Segment Start: Entries provided

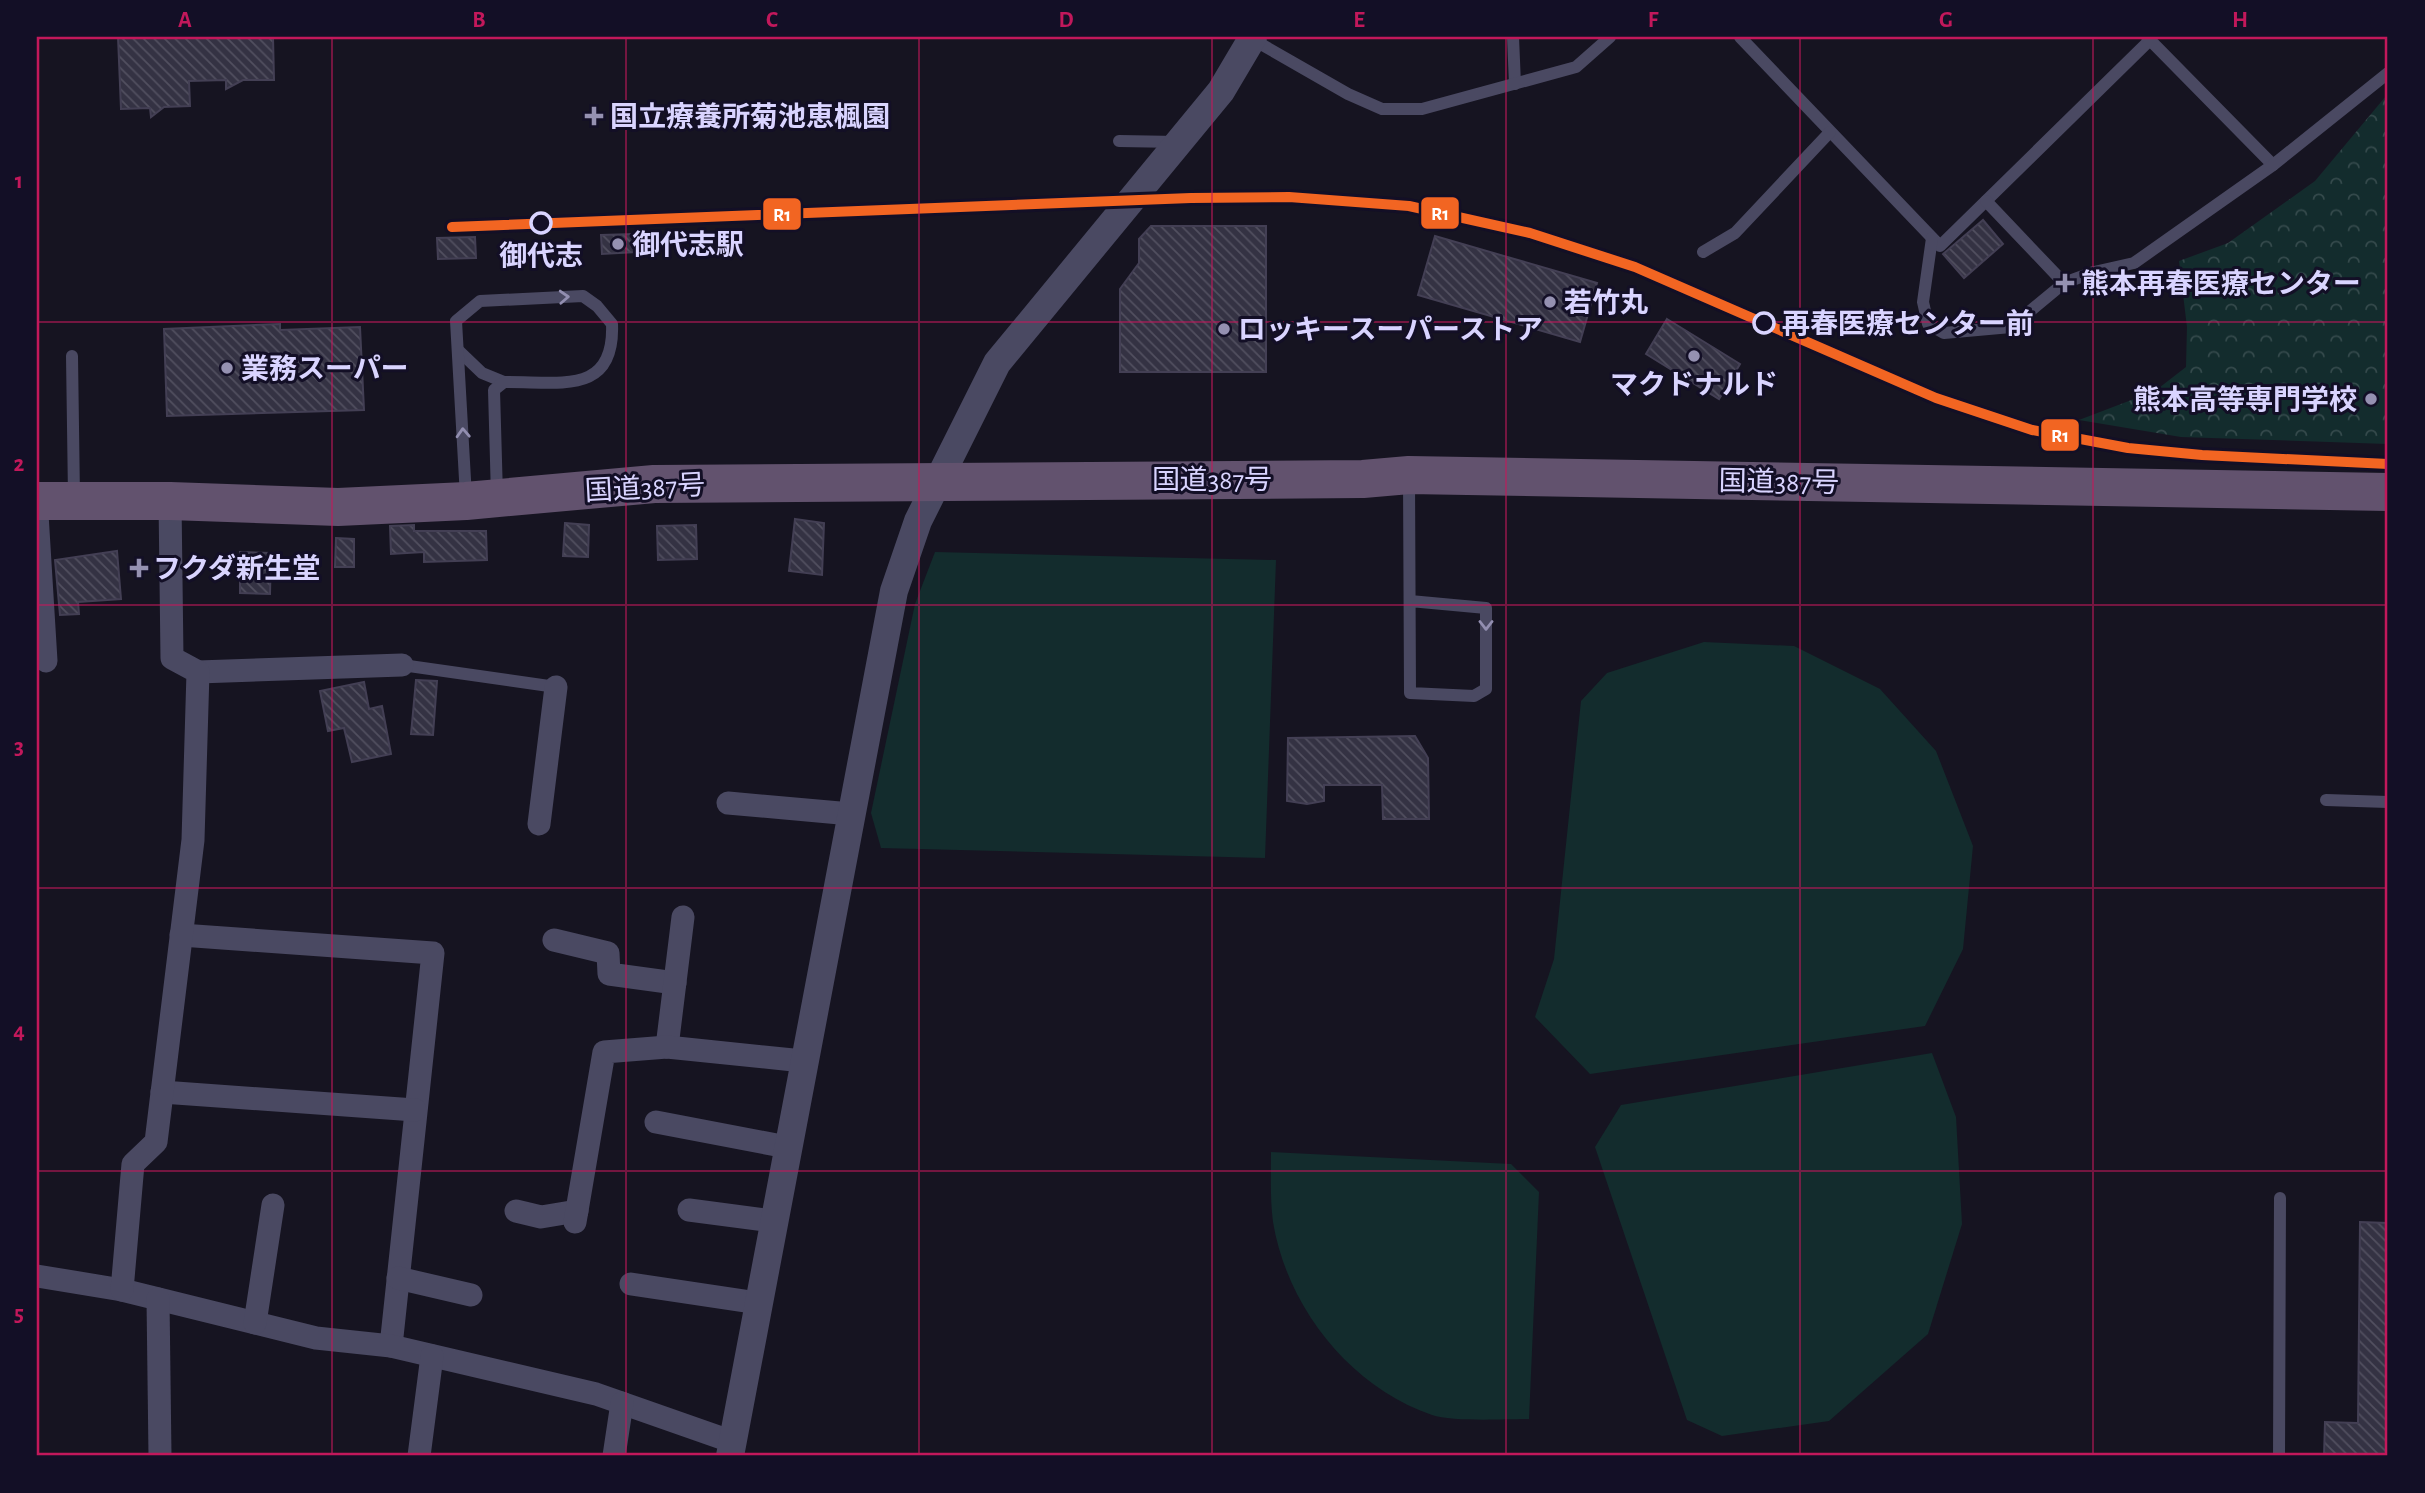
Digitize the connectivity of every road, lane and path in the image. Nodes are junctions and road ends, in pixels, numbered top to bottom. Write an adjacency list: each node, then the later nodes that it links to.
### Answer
1 (1513, 37): 7 (lane)
2 (1610, 37): 7 (lane)
3 (1740, 37): 8 (lane)
4 (1252, 38): 7 (lane); 10 (street)
5 (2149, 38): 11 (lane); 12 (lane)
6 (2388, 73): 11 (lane)
7 (1515, 84)
8 (1830, 132): 13 (lane); 14 (lane)
9 (1119, 141): 10 (lane)
10 (1178, 142): 20 (street)
11 (2273, 165): 15 (lane)
12 (1986, 201): 13 (lane); 15 (lane)
13 (1932, 238): 15 (lane)
14 (1703, 252)
15 (2064, 283)
16 (457, 350): 18 (lane); 18 (lane, one-way to 18); 22 (lane, one-way to 16)
17 (72, 356): 24 (lane)
18 (504, 382): 22 (lane)
19 (1409, 475): 20 (highway, 国道387号); 21 (highway, 国道387号); 27 (lane)
20 (940, 481): 22 (highway, 国道387号); 35 (street)
21 (2388, 492)
22 (481, 499): 25 (highway, 国道387号)
23 (37, 501): 24 (highway, 国道387号)
24 (74, 501): 25 (highway, 国道387号)
25 (170, 501): 30 (street)
26 (37, 514): 28 (street)
27 (1410, 601): 27 (lane, one-way to 27)
28 (47, 661)
29 (402, 665): 30 (street); 31 (lane)
30 (198, 672): 38 (street)
31 (556, 687): 36 (street)
32 (2326, 800): 33 (lane)
33 (2388, 802)
34 (728, 803): 35 (street)
35 (851, 814): 42 (street)
36 (539, 824)
37 (684, 917): 40 (street)
38 (181, 935): 43 (street); 44 (street)
39 (554, 940): 40 (street)
40 (675, 983): 41 (street)
41 (667, 1047): 42 (street); 50 (street)
42 (803, 1061): 46 (street)
43 (162, 1092): 44 (street); 55 (street)
44 (415, 1110): 53 (street)
45 (656, 1122): 46 (street)
46 (787, 1147): 51 (street)
47 (2280, 1198): 67 (lane)
48 (273, 1205): 59 (street)
49 (689, 1210): 51 (street)
50 (516, 1211)
51 (773, 1222): 58 (street)
52 (37, 1276): 55 (street)
53 (398, 1278): 56 (street); 60 (street)
54 (631, 1284): 58 (street)
55 (122, 1290): 57 (street)
56 (471, 1295)
57 (158, 1299): 59 (street); 64 (street)
58 (758, 1303): 63 (street)
59 (255, 1323): 60 (street)
60 (391, 1346): 61 (street)
61 (432, 1356): 62 (street); 65 (street)
62 (622, 1403): 63 (street); 66 (street)
63 (731, 1449)
64 (160, 1456)
65 (419, 1456)
66 (614, 1456)
67 (2279, 1456)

Segment End: Entries provided

Check every line of the records above for the string "highway". Copy those that hold it.

19 (1409, 475): 20 (highway, 国道387号); 21 (highway, 国道387号); 27 (lane)
20 (940, 481): 22 (highway, 国道387号); 35 (street)
22 (481, 499): 25 (highway, 国道387号)
23 (37, 501): 24 (highway, 国道387号)
24 (74, 501): 25 (highway, 国道387号)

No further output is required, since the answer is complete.